Erste Gedanken: für Koffer? Aber mit einem Gitter?
Böse Witze wurden gemacht: für ungezogene Kinder? Das dann wohl doch nicht! – –

Ihr habt es bestimmt schon erraten: für die lieben kleinen Hunde, und für die großen! (Ein Verbotsschild für Hunde habe ich allerdings nirgends gesehen, hmm – –)

Donnerstag, 19. Mai 2011

Pulitzer-Preis…

… für Jennifer Egan! Dieses Buch, "A Visit from the Goon Squad“, das ich lange vor der Nachricht der Preisverleihung als heißen Tipp geschenkt bekam und das bestimmt bald auf Deutsch erscheint, ist für diejenigen ausgezeichnet, die Kurzgeschichten bzw. episodisch zusammengesetzte Romane lieben, genaue Beobachtung von Menschen und ihrem Erwachsenwerden, und dabei sehr einfallsreichen Stil mögen (bis hin zu PowerPoint-Präsentationen, ernsthaft, ein ganzes Kapitel!), aber ohne anstrengend zu sein. Die Geschichten über Menschen im Verlauf von vierzig Jahren, von den Sechzigern bis in die Zukunft, die ineinander verwoben sind, werden zudem für Menschen interessant sein die die Rock-Musik-Szene lieben und die Persönlichkeiten und Entwicklung der Musiker, ohne dass es um echte Musikgrößen geht.

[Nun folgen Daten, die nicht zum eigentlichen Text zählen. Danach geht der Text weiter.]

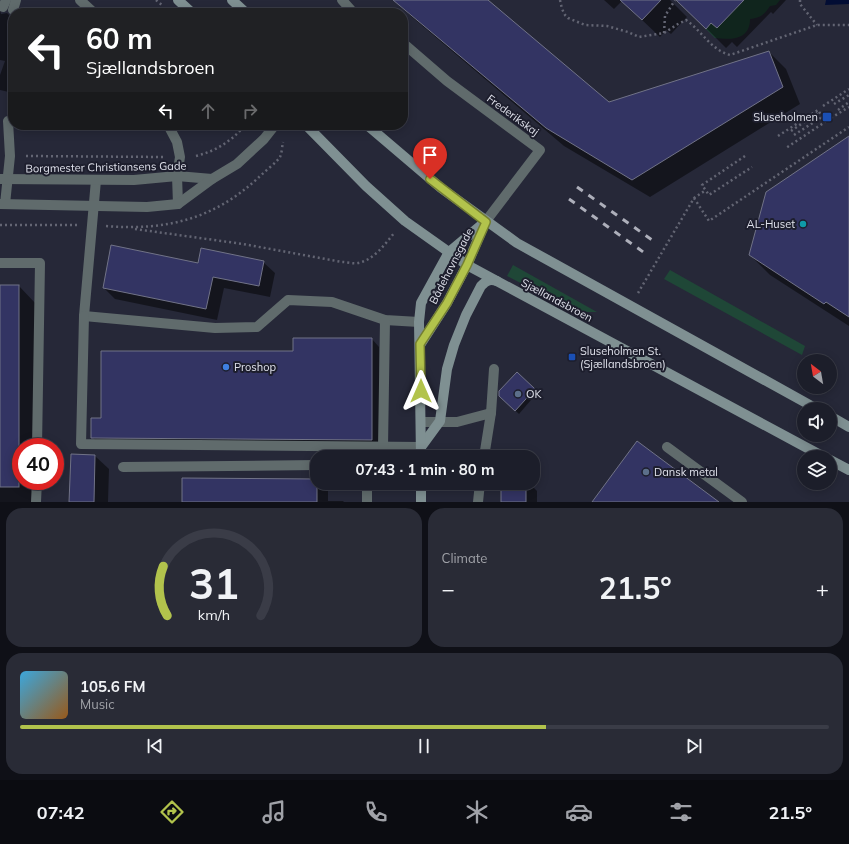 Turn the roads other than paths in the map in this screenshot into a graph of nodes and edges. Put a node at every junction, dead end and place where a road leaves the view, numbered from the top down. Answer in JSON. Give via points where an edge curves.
{"nodes":[{"id":1,"x":80,"y":0,"type":"edge"},
{"id":2,"x":178,"y":0,"type":"edge"},
{"id":3,"x":232,"y":0,"type":"edge"},
{"id":4,"x":342,"y":0,"type":"edge"},
{"id":5,"x":89,"y":8,"type":"edge"},
{"id":6,"x":187,"y":8,"type":"edge"},
{"id":7,"x":241,"y":8,"type":"edge"},
{"id":8,"x":349,"y":8,"type":"edge"},
{"id":9,"x":408,"y":48,"type":"edge"},
{"id":10,"x":7,"y":120,"type":"edge"},
{"id":11,"x":171,"y":130,"type":"edge"},
{"id":12,"x":271,"y":130,"type":"edge"},
{"id":13,"x":311,"y":130,"type":"edge"},
{"id":14,"x":373,"y":130,"type":"edge"},
{"id":15,"x":177,"y":176,"type":"junction"},
{"id":16,"x":4,"y":179,"type":"edge"},
{"id":17,"x":212,"y":179,"type":"junction"},
{"id":18,"x":96,"y":180,"type":"junction"},
{"id":19,"x":3,"y":204,"type":"edge"},
{"id":20,"x":178,"y":204,"type":"junction"},
{"id":21,"x":94,"y":206,"type":"junction"},
{"id":22,"x":486,"y":222,"type":"junction"},
{"id":23,"x":449,"y":252,"type":"junction"},
{"id":24,"x":0,"y":263,"type":"edge"},
{"id":25,"x":467,"y":265,"type":"junction"},
{"id":26,"x":497,"y":281,"type":"junction"},
{"id":27,"x":84,"y":316,"type":"junction"},
{"id":28,"x":385,"y":320,"type":"junction"},
{"id":29,"x":419,"y":322,"type":"junction"},
{"id":30,"x":420,"y":344,"type":"junction"},
{"id":31,"x":494,"y":369,"type":"dead end"},
{"id":32,"x":804,"y":402,"type":"edge"},
{"id":33,"x":491,"y":413,"type":"junction"},
{"id":34,"x":837,"y":420,"type":"edge"},
{"id":35,"x":440,"y":421,"type":"junction"},
{"id":36,"x":421,"y":422,"type":"junction"},
{"id":37,"x":849,"y":426,"type":"edge"},
{"id":38,"x":37,"y":438,"type":"edge"},
{"id":39,"x":383,"y":447,"type":"junction"},
{"id":40,"x":667,"y":447,"type":"dead end"},
{"id":41,"x":406,"y":450,"type":"edge"},
{"id":42,"x":421,"y":450,"type":"edge"},
{"id":43,"x":422,"y":450,"type":"edge"},
{"id":44,"x":485,"y":450,"type":"edge"},
{"id":45,"x":811,"y":450,"type":"edge"},
{"id":46,"x":837,"y":464,"type":"edge"},
{"id":47,"x":310,"y":465,"type":"edge"},
{"id":48,"x":123,"y":467,"type":"dead end"},
{"id":49,"x":849,"y":470,"type":"edge"},
{"id":50,"x":37,"y":490,"type":"edge"},
{"id":51,"x":367,"y":490,"type":"edge"},
{"id":52,"x":421,"y":490,"type":"edge"},
{"id":53,"x":479,"y":490,"type":"edge"},
{"id":54,"x":36,"y":502,"type":"edge"},
{"id":55,"x":367,"y":502,"type":"edge"},
{"id":56,"x":421,"y":502,"type":"edge"},
{"id":57,"x":478,"y":502,"type":"edge"},
{"id":58,"x":742,"y":502,"type":"edge"}],
"edges":[{"from":1,"to":5,"type":"street"},
{"from":2,"to":6,"type":"street"},
{"from":3,"to":7,"type":"street"},
{"from":4,"to":8,"type":"street"},
{"from":9,"to":22,"type":"street","name":"Frederikskaj","via":[[447,81],[540,150]]},
{"from":10,"to":16,"type":"street","via":[[10,156]]},
{"from":11,"to":15,"type":"street","via":[[177,142],[180,157]]},
{"from":12,"to":17,"type":"street","via":[[237,164]]},
{"from":13,"to":23,"type":"street","name":"Sjællandsbroen","via":[[405,221]]},
{"from":14,"to":22,"type":"street","via":[[441,188]]},
{"from":15,"to":17,"type":"street","name":"Borgmester Christiansens Gade"},
{"from":15,"to":18,"type":"street","name":"Borgmester Christiansens Gade"},
{"from":15,"to":20,"type":"street"},
{"from":16,"to":18,"type":"street","name":"Borgmester Christiansens Gade"},
{"from":16,"to":19,"type":"street"},
{"from":17,"to":20,"type":"street"},
{"from":18,"to":21,"type":"street"},
{"from":19,"to":21,"type":"street"},
{"from":20,"to":21,"type":"street","via":[[147,207]]},
{"from":21,"to":27,"type":"street"},
{"from":22,"to":23,"type":"street","name":"Bådehavnsgade"},
{"from":22,"to":25,"type":"street","name":"Bådehavnsgade"},
{"from":22,"to":32,"type":"street","via":[[517,243]]},
{"from":23,"to":25,"type":"street","name":"Sjællandsbroen"},
{"from":23,"to":29,"type":"street","name":"Bådehavnsgade","via":[[421,303]]},
{"from":24,"to":38,"type":"street","via":[[40,263]]},
{"from":25,"to":26,"type":"street","name":"Sjællandsbroen"},
{"from":25,"to":30,"type":"street","name":"Bådehavnsgade","via":[[447,303]]},
{"from":26,"to":35,"type":"street","via":[[491,279],[481,286],[461,326],[447,369]]},
{"from":26,"to":45,"type":"street","name":"Sjællandsbroen"},
{"from":27,"to":28,"type":"street","via":[[215,328],[257,327],[288,300],[332,302]]},
{"from":27,"to":39,"type":"street","via":[[81,444]]},
{"from":28,"to":29,"type":"street"},
{"from":28,"to":39,"type":"street"},
{"from":29,"to":30,"type":"street","name":"Bådehavnsgade"},
{"from":30,"to":36,"type":"street","name":"Bådehavnsgade"},
{"from":31,"to":33,"type":"street"},
{"from":33,"to":35,"type":"street","via":[[457,422]]},
{"from":33,"to":44,"type":"street"},
{"from":34,"to":37,"type":"street"},
{"from":35,"to":36,"type":"street"},
{"from":35,"to":43,"type":"street"},
{"from":36,"to":42,"type":"street","name":"Bådehavnsgade"},
{"from":39,"to":41,"type":"street"},
{"from":40,"to":58,"type":"street"},
{"from":46,"to":49,"type":"street"},
{"from":47,"to":48,"type":"street"},
{"from":50,"to":54,"type":"street"},
{"from":51,"to":55,"type":"street"},
{"from":52,"to":56,"type":"street"},
{"from":53,"to":57,"type":"street"}]}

Als noch keiner ahnte, zu welchem Ruhm diese Schriftstellerin kommen wird(!), las ich das Buch Im Bann (The Keep) und war schier überwältigt: die Inhaltsangabe ist leider wenig aussagekräftig, ich kann nur sagen: es ist ein Roman, der sehr geheimnisvoll vor allem in einer verfallenen Burg in Osteuropa spielt, die in eine Art Wellness-Hotel, ein "Hotel der Stille" verwandelt werden . Soll. Der kommunikationsfreudige, eigentlich ständig vernetzte Held erlebt dort Verwirrendes, Seltsames, Dunkles…

Großartig!

Mittwoch, 18. Mai 2011

Wild aufs Jagen?

Laut einer repräsentativen Umfrage des Essener IFA-Instituts ist eine große Mehrheit der Bevölkerung, nämlich 82 %, für die Jagd in deutschen Wäldern. 70 % der Befragten meinen, dass Jäger viel Zeit in den Naturschutz investieren, knapp 70 % sind sich sicher, dass Jäger den Schutz seltener Arten betreiben. Und 90 % der Deutschen halten die Jäger für Naturliebhaber.

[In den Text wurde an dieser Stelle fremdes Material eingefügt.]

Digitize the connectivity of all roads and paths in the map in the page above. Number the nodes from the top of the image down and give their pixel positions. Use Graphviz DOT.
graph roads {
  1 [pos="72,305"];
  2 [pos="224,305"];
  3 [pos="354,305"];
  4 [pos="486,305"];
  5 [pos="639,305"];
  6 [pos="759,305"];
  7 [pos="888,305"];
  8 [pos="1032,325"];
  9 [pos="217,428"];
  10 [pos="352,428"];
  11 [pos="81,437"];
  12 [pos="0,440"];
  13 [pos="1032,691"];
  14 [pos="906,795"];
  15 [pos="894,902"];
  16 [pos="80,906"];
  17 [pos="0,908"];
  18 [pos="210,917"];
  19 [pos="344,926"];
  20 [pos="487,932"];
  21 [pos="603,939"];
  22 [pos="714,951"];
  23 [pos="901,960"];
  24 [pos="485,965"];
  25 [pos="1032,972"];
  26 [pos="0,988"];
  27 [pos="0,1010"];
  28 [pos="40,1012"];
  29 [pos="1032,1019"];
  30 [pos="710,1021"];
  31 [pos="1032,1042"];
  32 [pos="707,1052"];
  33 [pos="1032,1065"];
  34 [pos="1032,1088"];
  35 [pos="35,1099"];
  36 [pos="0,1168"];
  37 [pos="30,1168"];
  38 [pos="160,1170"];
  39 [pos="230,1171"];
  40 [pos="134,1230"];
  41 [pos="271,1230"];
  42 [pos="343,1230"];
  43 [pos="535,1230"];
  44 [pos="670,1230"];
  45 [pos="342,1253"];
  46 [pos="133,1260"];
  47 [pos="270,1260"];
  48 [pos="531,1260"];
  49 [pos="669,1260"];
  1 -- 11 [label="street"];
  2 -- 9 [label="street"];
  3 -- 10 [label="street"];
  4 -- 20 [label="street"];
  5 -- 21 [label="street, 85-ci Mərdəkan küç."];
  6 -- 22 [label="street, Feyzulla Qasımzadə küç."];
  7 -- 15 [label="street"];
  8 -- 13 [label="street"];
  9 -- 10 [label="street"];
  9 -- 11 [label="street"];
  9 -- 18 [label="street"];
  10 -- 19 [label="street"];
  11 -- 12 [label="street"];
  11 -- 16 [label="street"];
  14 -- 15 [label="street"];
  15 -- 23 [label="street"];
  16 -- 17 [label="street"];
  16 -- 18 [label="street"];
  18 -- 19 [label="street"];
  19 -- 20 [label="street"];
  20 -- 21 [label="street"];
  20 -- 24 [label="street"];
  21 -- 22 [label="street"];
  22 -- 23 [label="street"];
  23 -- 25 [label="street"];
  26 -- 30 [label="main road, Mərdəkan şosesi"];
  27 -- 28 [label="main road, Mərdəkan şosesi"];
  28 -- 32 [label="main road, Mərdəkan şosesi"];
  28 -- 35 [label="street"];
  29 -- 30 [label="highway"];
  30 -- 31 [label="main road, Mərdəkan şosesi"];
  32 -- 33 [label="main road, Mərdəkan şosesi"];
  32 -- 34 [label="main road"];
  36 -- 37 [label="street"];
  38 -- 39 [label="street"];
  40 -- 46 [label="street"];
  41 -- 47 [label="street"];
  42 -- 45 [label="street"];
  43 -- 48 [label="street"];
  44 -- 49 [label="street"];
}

Ich dachte eigentlich, in Deutschland würde das Jagen nur als absolute Notwendigkeit gesehen und man würde schon länger überwiegend die Nase zum Beispiel über den britischen Adel rümpfen, der das Jagen zu einem gesellschaftlichen Vergnügungsspiel erhoben hat.

Hättet Ihr das gedacht?

Ich persönlich meine, dass die Jagd in unseren Wäldern natürlich notwendig ist, aber dass sie still und leise von qualifizierten bezahlten Spezialisten erledigt werden sollte, voller Demut vor dem Leben, das man aus Notwendigkeit nehmen muss.

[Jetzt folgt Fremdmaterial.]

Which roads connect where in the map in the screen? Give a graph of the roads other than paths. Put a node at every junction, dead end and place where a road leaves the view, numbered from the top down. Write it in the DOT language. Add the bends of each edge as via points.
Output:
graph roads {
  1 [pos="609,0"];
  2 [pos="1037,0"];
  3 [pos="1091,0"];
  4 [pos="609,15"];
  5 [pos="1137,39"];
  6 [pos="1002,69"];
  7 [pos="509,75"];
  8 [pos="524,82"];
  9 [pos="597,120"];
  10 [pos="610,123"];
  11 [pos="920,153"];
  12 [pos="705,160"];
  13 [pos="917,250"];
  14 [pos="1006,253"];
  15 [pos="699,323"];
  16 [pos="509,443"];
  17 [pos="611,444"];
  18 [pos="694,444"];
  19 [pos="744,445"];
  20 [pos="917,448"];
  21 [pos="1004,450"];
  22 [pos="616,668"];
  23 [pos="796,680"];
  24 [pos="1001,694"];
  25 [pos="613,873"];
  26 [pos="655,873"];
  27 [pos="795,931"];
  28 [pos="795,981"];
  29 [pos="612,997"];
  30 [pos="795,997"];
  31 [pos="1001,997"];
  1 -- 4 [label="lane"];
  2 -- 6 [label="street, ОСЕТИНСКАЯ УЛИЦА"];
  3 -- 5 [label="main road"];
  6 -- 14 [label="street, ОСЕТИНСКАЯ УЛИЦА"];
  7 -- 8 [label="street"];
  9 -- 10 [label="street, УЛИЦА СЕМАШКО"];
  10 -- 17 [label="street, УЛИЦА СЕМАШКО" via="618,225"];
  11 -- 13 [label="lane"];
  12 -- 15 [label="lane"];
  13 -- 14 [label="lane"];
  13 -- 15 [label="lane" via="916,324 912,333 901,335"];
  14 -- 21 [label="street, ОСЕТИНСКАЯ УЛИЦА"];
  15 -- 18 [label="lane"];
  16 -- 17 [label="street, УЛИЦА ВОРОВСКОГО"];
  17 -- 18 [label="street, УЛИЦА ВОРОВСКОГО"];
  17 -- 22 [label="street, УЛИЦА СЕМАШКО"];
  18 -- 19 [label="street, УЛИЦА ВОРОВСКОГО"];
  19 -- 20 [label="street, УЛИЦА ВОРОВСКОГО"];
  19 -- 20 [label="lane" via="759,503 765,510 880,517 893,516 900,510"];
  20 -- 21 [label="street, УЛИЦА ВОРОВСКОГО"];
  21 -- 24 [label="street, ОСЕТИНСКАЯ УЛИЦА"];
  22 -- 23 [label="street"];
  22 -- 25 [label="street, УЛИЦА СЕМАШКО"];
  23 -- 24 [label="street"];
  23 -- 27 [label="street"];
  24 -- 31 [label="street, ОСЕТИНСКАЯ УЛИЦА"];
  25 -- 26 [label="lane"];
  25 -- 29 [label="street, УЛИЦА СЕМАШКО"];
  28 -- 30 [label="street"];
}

Ich weiß, dass auch manche Hobby-Jäger die erhebenden Erfahrungen der Begegnung mit wilden Tieren zu schätzen wissen. Einmal unterhielt ich mich mit einem, und wir beschrieben uns gegenseitig die Faszination des Augenblicks, wenn das wilde Tier (in meinem Fall: Elefant, in seinem Fall: Hirsch) in der Nähe, ganz freiwillig, in seinem Reich, der Wildnis, stehen bleibt, und einem in die Augen schaut, voller Neugier, eine Welt trifft auf die andere – – beide bekamen wir glänzende Augen und sagten, man hält ja förmlich den Atem an – – und dann???

Ziehen wir beide unterschiedliche Konsequenzen aus dieser Begegnung:
ich nehme sie im Herzen mit (zum Fotografieren komme ich da gar nicht), der Jäger: mit einem Schuss löscht er das Leben aus, das er eben noch bewundert hat!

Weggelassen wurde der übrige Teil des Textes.